▸ **WHAT THE TASK REQUIRES**:
Read through the data, and wherever a line holds the word "Hyde", write that line out.
··········
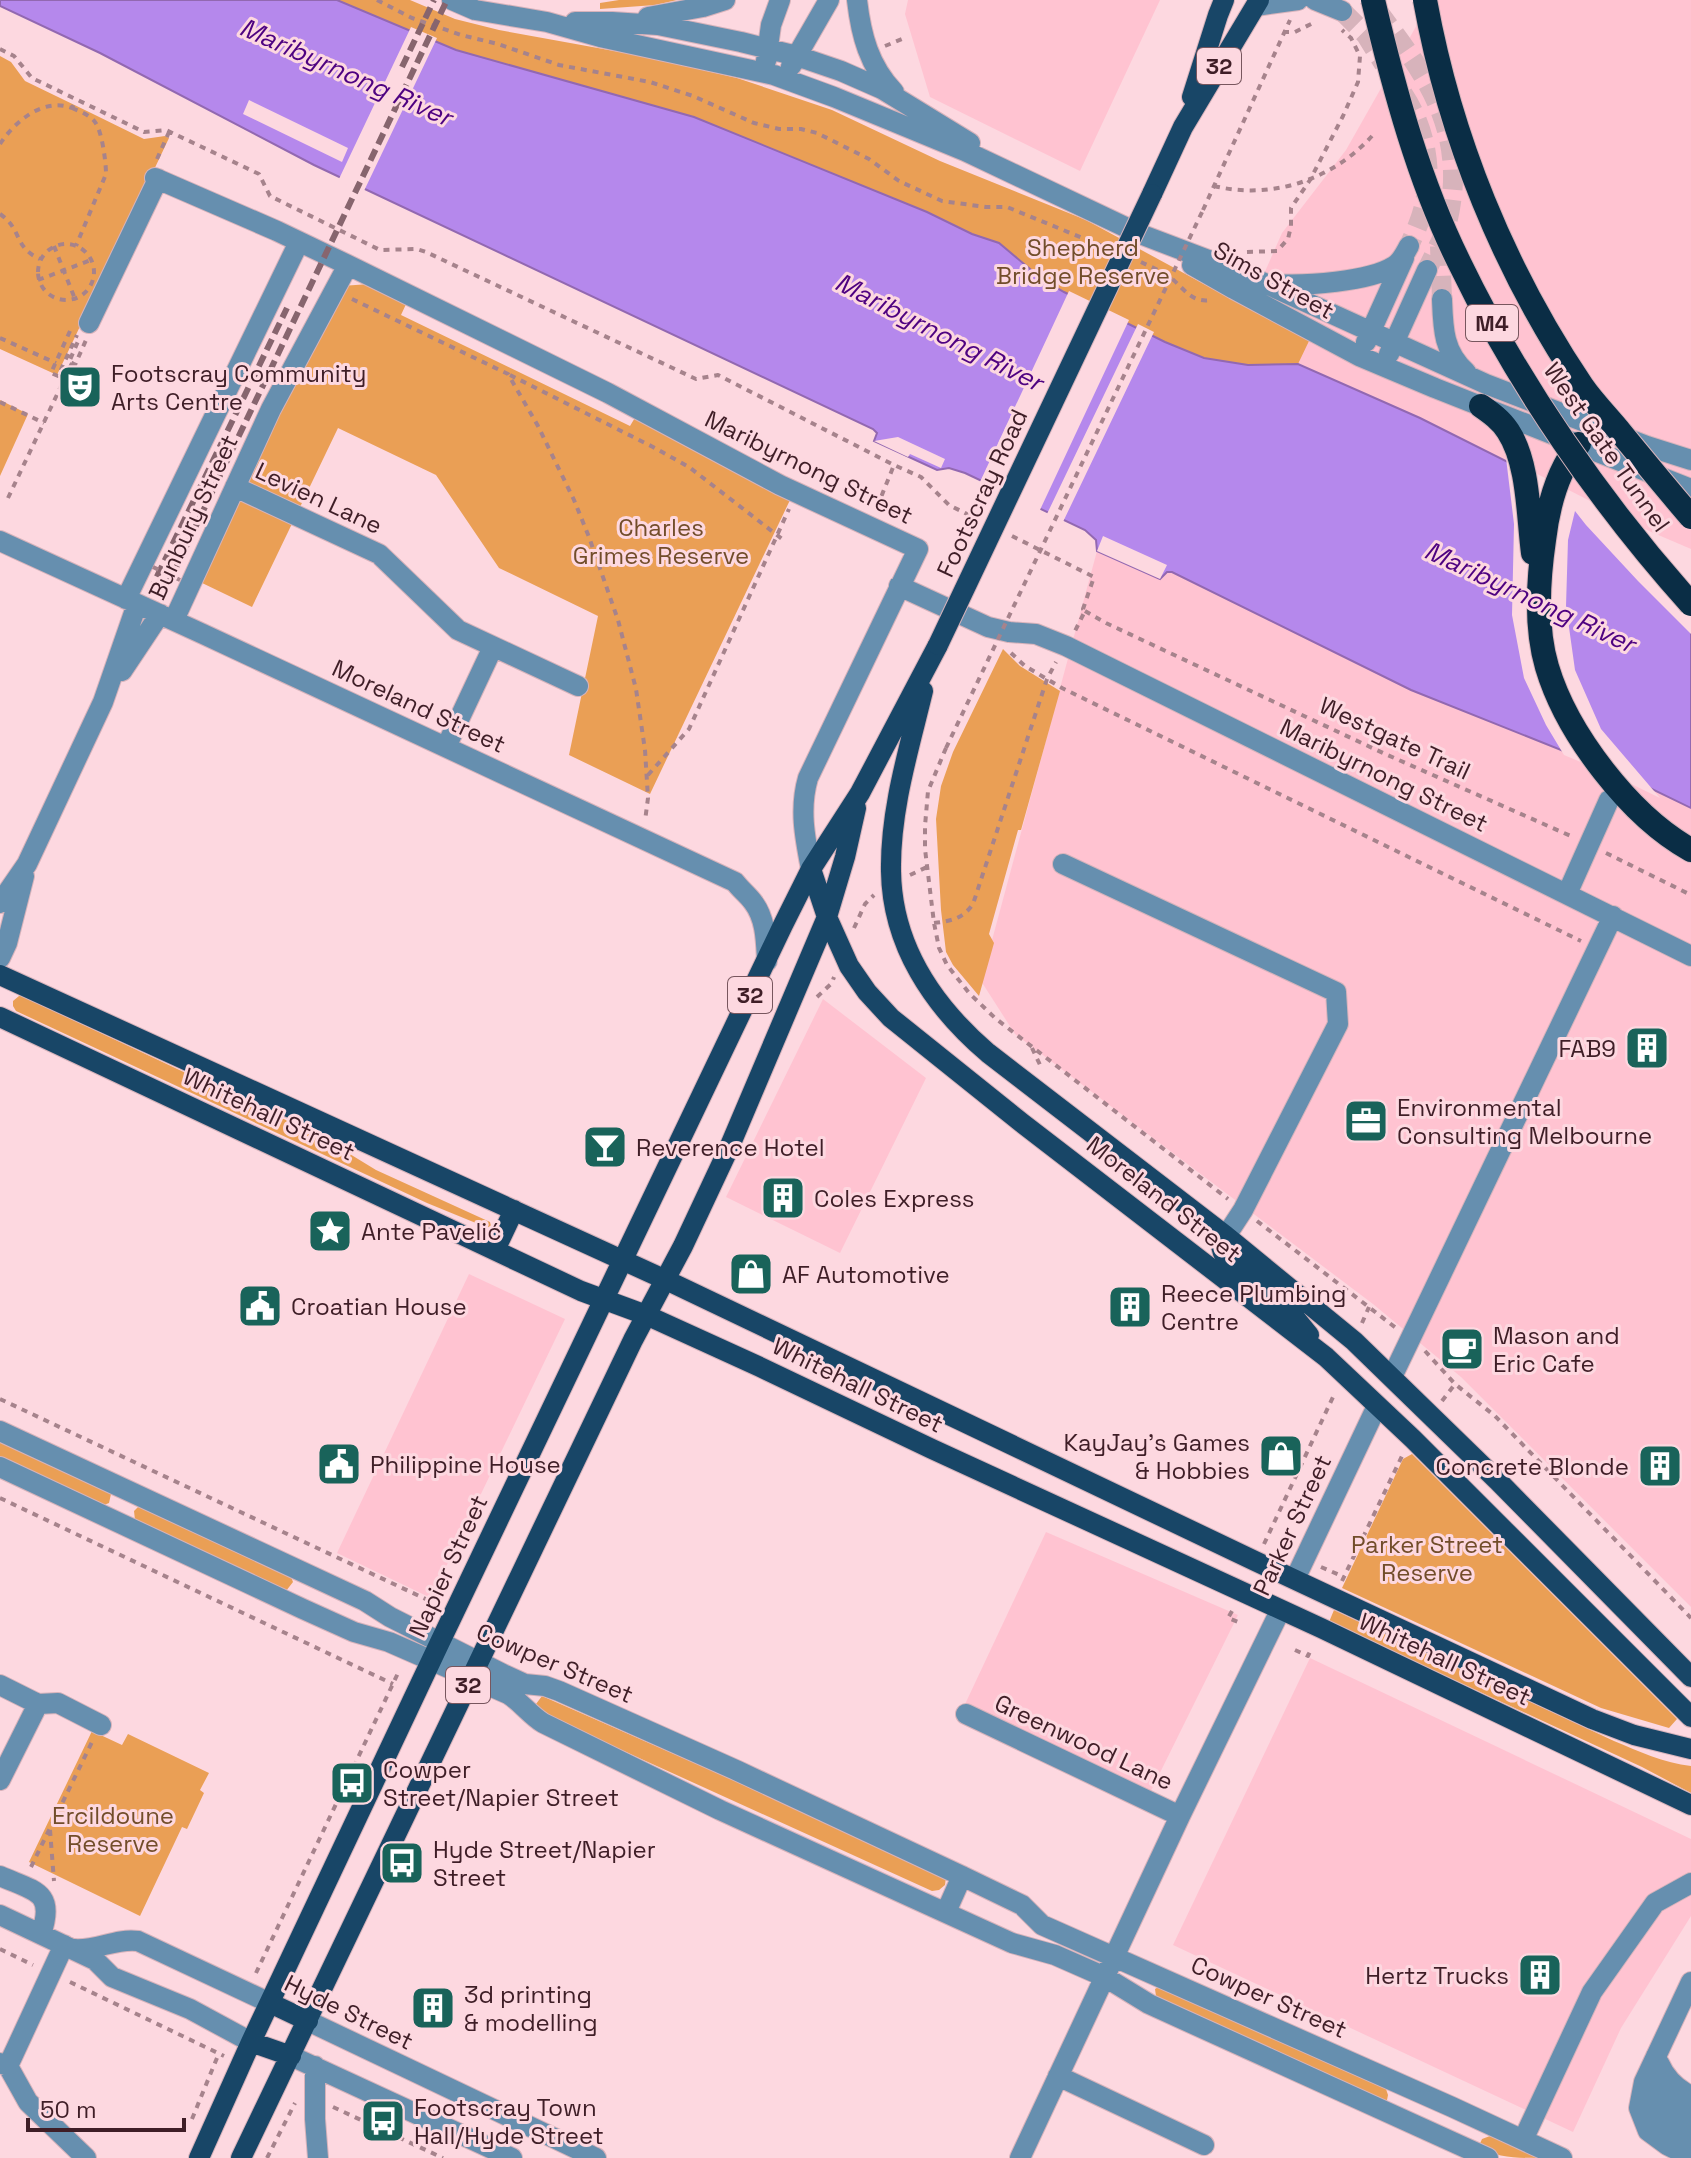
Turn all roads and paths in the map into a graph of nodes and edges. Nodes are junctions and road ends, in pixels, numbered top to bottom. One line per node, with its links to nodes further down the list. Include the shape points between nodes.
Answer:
1 (377, 0): 36 (path, via 412,18 559,65 662,85 754,123 817,133 942,201 1007,207)
2 (452, 0): 13 (street, Sims Street, via 475,10)
3 (725, 0): 16 (street)
4 (780, 0): 20 (street)
5 (829, 0): 22 (street)
6 (857, 0): 25 (street, via 868,53 885,82)
7 (1224, 0): 27 (main road, Footscray Road / 32)
8 (1298, 0): 12 (street)
9 (1315, 0): 14 (street)
10 (1373, 0): 82 (highway, West Gate Tunnel / M4, bridge, via 1408,127 1459,264 1566,445)
11 (1425, 0): 71 (highway, West Gate Tunnel / M4, bridge, via 1455,122 1512,266 1584,389)
12 (1257, 3): 27 (main road, Footscray Road / 32)
13 (515, 9): 15 (street, Sims Street)
14 (1340, 19): 43 (path, via 1360,56 1358,82 1291,208 1288,239 1277,251 1247,251)
15 (547, 22): 16 (street, Sims Street); 23 (street, Sims Street)
16 (612, 22): 20 (street, Sims Street, via 658,25)
17 (1321, 22): 31 (path, via 1283,32)
18 (907, 37): 19 (path)
19 (882, 46)
20 (767, 48): 22 (street, Sims Street); 23 (street)
21 (0, 49): 24 (path, via 14,56 32,78)
22 (797, 56): 23 (street); 25 (street, Sims Street)
23 (774, 76): 30 (street, Sims Street)
24 (76, 100): 26 (path); 66 (path, via 144,132 166,130 259,174 270,196 380,250 426,252 696,379 718,375)
25 (906, 103): 30 (street, Sims Street)
26 (72, 108): 29 (path, via 53,104 33,112); 35 (path, via 96,124 106,163)
27 (1183, 127): 89 (main road, Footscray Road / 32, bridge)
28 (1372, 136): 31 (path, bridge, via 1346,159 1300,184 1257,192)
29 (0, 144)
30 (1038, 185): 43 (street, Sims Street)
31 (1214, 186): 103 (path, bridge, via 946,748 928,791)
32 (0, 214): 37 (path, via 14,227 24,249)
33 (299, 242): 40 (street, Maribyrnong Street); 49 (street, Maribyrnong Street, via 156,178); 81 (street, Bunbury Street)
34 (54, 246): 35 (path); 37 (path); 42 (path)
35 (76, 246): 38 (path)
36 (1108, 248)
37 (40, 259): 44 (path)
38 (91, 260): 42 (path); 47 (path, via 93,281)
39 (1134, 260): 43 (path, via 1161,271 1196,300 1216,297)
40 (348, 265): 46 (street, Bunbury Street); 69 (street, Maribyrnong Street)
41 (1427, 270): 52 (street)
42 (64, 271): 44 (path); 47 (path)
43 (1228, 276): 45 (street, Sims Street); 54 (street, Sims Street)
44 (38, 280): 47 (path, via 52,297)
45 (1263, 283): 50 (street, Sims Street); 50 (street, via 1310,284 1370,275 1399,263 1409,246)
46 (335, 291): 58 (path); 67 (street, Bunbury Street)
47 (75, 299)
48 (1442, 299): 59 (street, via 1449,351)
49 (89, 323): 55 (path, via 86,329 74,324)
50 (1371, 331): 52 (street, Sims Street); 54 (street)
51 (0, 338): 55 (path)
52 (1394, 342): 57 (street); 59 (street, Sims Street)
53 (83, 345): 56 (path)
54 (1359, 356): 57 (street, Sims Street)
55 (56, 363): 56 (path, via 51,373 58,376 77,334 81,336)
56 (72, 363): 62 (path)
57 (1383, 366): 61 (street, Sims Street)
58 (508, 374): 75 (path, via 689,467); 94 (path, via 557,464 604,574 636,689)
59 (1473, 377): 63 (street, Sims Street)
60 (0, 402): 62 (path)
61 (1481, 406): 64 (street, Sims Street); 84 (highway, via 1503,424 1520,456)
62 (44, 423): 70 (path)
63 (1604, 430): 64 (street); 65 (street, Sims Street)
64 (1579, 444): 68 (street, Sims Street); 84 (highway, via 1561,474 1545,531)
65 (1691, 460)
66 (894, 465): 72 (path, via 921,477 949,505); 73 (path)
67 (235, 487): 85 (street, Bunbury Street); 88 (street, Levien Lane, via 379,554 458,630)
68 (1691, 489)
69 (796, 492): 73 (street, Maribyrnong Street); 75 (path)
70 (8, 498)
71 (1691, 517)
72 (989, 525)
73 (868, 526): 80 (street, Maribyrnong Street, via 918,549)
74 (1002, 531): 83 (path, via 1094,577)
75 (777, 534): 77 (path); 94 (path, via 689,729)
76 (0, 541): 81 (street, Moreland Street)
77 (786, 542)
78 (153, 567): 79 (path, bridge)
79 (180, 580)
80 (897, 591): 86 (street, Maribyrnong Street); 104 (street, via 808,778 803,816)
81 (132, 601): 85 (street, Moreland Street); 92 (street, Bunbury Street)
82 (1691, 604)
83 (1085, 611): 87 (path); 98 (path, Westgate Trail)
84 (1540, 615): 99 (highway, via 1546,666 1589,750 1645,817)
85 (167, 617): 92 (street, Bunbury Street); 93 (street, Moreland Street)
86 (988, 627): 87 (street, Maribyrnong Street, via 1036,634); 90 (path, via 1025,666)
87 (1066, 646): 90 (path); 107 (street, Maribyrnong Street)
88 (493, 647): 91 (street, Levien Lane); 93 (street)
89 (934, 654): 95 (main road, Footscray Road / 32); 100 (main road, Footscray Road, via 897,807)
90 (1047, 679): 112 (path, via 973,904 951,921); 114 (path)
91 (578, 686)
92 (103, 702): 101 (street, Bunbury Street)
93 (446, 747): 97 (street, Moreland Street)
94 (648, 775): 97 (path)
95 (860, 793): 104 (main road, Footscray Road / 32); 111 (main road, Footscray Road / 32)
96 (1609, 800): 98 (street)
97 (643, 839): 117 (street, Moreland Street, via 735,882 759,911)
98 (1589, 844): 107 (street); 108 (path, Westgate Trail)
99 (1691, 850)
100 (891, 858): 122 (main road, Moreland Street, via 907,947 945,1011 988,1053)
101 (27, 864): 109 (street, Bunbury Street); 116 (street, Bunbury Street)
102 (1063, 864): 121 (street, via 1336,992 1338,1024)
103 (927, 867): 105 (path); 112 (path)
104 (811, 869): 111 (main road, Moreland Street); 117 (main road, Napier Street / 32)
105 (907, 877)
106 (877, 894): 113 (path, via 865,904)
107 (1567, 894): 110 (street, Maribyrnong Street)
108 (1691, 895)
109 (0, 903)
110 (1613, 916): 114 (street, Parker Street); 115 (street, Maribyrnong Street)
111 (827, 917): 125 (main road, 32); 132 (main road, Moreland Street, via 854,974 891,1018)
112 (934, 923): 121 (path, via 947,965 995,1018)
113 (854, 929)
114 (1598, 949): 133 (street, Parker Street)
115 (1691, 956)
116 (0, 958)
117 (767, 961): 124 (main road, Napier Street / 32)
118 (0, 975): 120 (main road, Whitehall Street)
119 (0, 1017): 123 (main road, Whitehall Street)
120 (514, 1210): 123 (main road); 124 (main road, Whitehall Street)
121 (1243, 1210): 122 (street); 127 (path)
122 (1226, 1236): 132 (main road, via 1223,1253 1290,1310); 133 (main road, Moreland Street)
123 (495, 1250): 126 (main road, Whitehall Street)
124 (623, 1261): 125 (main road, Whitehall Street); 126 (main road, Napier Street / 32)
125 (666, 1280): 128 (main road, 32); 149 (main road, Whitehall Street)
126 (605, 1299): 128 (main road, Whitehall Street); 159 (main road, Napier Street / 32)
127 (1369, 1307): 129 (path); 130 (path)
128 (646, 1315): 154 (main road, Whitehall Street); 160 (main road, 32)
129 (1361, 1326)
130 (1393, 1326)
131 (1423, 1350): 134 (path)
132 (1326, 1357): 138 (main road, Moreland Street)
133 (1392, 1377): 138 (main road, Parker Street); 162 (main road, Moreland Street)
134 (1455, 1384): 137 (path); 155 (path, via 1495,1416)
135 (1334, 1389): 145 (path)
136 (0, 1399): 151 (path)
137 (1441, 1403)
138 (1377, 1406): 149 (street, Parker Street); 167 (main road, Moreland Street)
139 (0, 1431): 142 (street, Cowper Street)
140 (1404, 1451): 147 (path)
141 (0, 1467): 144 (street, Cowper Street)
142 (130, 1492): 144 (street); 148 (street, Cowper Street)
143 (0, 1498): 163 (path)
144 (116, 1522): 152 (street, Cowper Street)
145 (1265, 1541)
146 (1320, 1566): 147 (path)
147 (1344, 1577): 150 (path)
148 (316, 1579): 152 (street); 159 (street, Cowper Street, via 365,1601)
149 (1295, 1579): 154 (main road, Parker Street); 169 (main road, Whitehall Street, via 1592,1719)
150 (1340, 1587)
151 (432, 1602)
152 (303, 1609): 159 (street, Cowper Street, via 354,1632)
153 (1232, 1611): 156 (path, via 1228,1618)
154 (1280, 1611): 171 (main road, Whitehall Street); 172 (street, Parker Street)
155 (1691, 1618)
156 (1238, 1622)
157 (1311, 1649): 158 (path, via 1308,1656)
158 (1295, 1650)
159 (436, 1652): 160 (street, Cowper Street); 189 (main road, Napier Street / 32)
160 (475, 1670): 176 (street, Cowper Street, via 573,1697); 179 (street, Cowper Street, via 557,1730); 190 (main road, 32)
161 (399, 1671): 163 (path)
162 (1691, 1677)
163 (393, 1684): 186 (path)
164 (0, 1685): 165 (street)
165 (38, 1704): 168 (street, via 58,1703); 170 (street)
166 (966, 1714): 172 (street, Greenwood Lane)
167 (1691, 1717)
168 (101, 1725): 173 (path)
169 (1691, 1749)
170 (0, 1780)
171 (1691, 1805)
172 (1180, 1816): 184 (street, Parker Street)
173 (50, 1829): 174 (path); 178 (path, via 55,1879)
174 (31, 1867)
175 (0, 1876): 178 (street)
176 (962, 1876): 179 (street); 184 (street, Cowper Street, via 1022,1905 1042,1925)
177 (1691, 1883): 207 (street, via 1655,1903 1592,1992)
178 (45, 1901): 181 (street)
179 (946, 1912): 187 (street, Cowper Street)
180 (0, 1915): 181 (street)
181 (41, 1934): 182 (street)
182 (69, 1947): 185 (street); 189 (street, Hyde Street, via 138,1941); 191 (street, via 97,1961 112,1977 190,2009)
183 (0, 1949): 185 (path)
184 (1114, 1957): 187 (street, Parker Street); 202 (street, Cowper Street)
185 (51, 1973): 193 (path); 197 (street)
186 (255, 1975)
187 (1105, 1977): 199 (street, Parker Street); 205 (street, Cowper Street, via 1149,2004)
188 (1691, 1982): 195 (street)
189 (270, 2003): 190 (main road, Hyde Street); 191 (main road, Napier Street / 32)
190 (308, 2021): 194 (main road, 32); 217 (street, Hyde Street)
191 (251, 2042): 194 (main road); 212 (main road, Napier Street / 32)
192 (223, 2044): 193 (path)
193 (219, 2053): 196 (path); 204 (path)
194 (291, 2056): 198 (street); 213 (main road, 32)
195 (1656, 2056): 201 (street, via 1671,2082); 203 (street, via 1664,2100); 206 (street, via 1650,2106 1660,2121); 210 (street, via 1639,2108 1648,2131)
196 (227, 2057)
197 (4, 2064): 211 (street, via 28,2102)
198 (315, 2066): 200 (street); 216 (street)
199 (1058, 2076): 208 (street); 218 (street, Parker Street)
200 (308, 2095): 209 (path); 214 (path); 215 (street)
201 (1691, 2096)
202 (1452, 2107): 205 (street); 207 (street, Cowper Street)
203 (1691, 2117)
204 (192, 2119)
205 (1439, 2135): 219 (street, Cowper Street)
206 (1691, 2137)
207 (1523, 2140): 220 (street, Cowper Street)
208 (1204, 2145)
209 (440, 2157)
210 (1691, 2157)
211 (86, 2158)
212 (199, 2158)
213 (241, 2158)
214 (267, 2158)
215 (318, 2158)
216 (512, 2158)
217 (596, 2158)
218 (1020, 2158)
219 (1488, 2158)
220 (1562, 2158)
··········
▸ **FINISHED TASK**:
182 (69, 1947): 185 (street); 189 (street, Hyde Street, via 138,1941); 191 (street, via 97,1961 112,1977 190,2009)
189 (270, 2003): 190 (main road, Hyde Street); 191 (main road, Napier Street / 32)
190 (308, 2021): 194 (main road, 32); 217 (street, Hyde Street)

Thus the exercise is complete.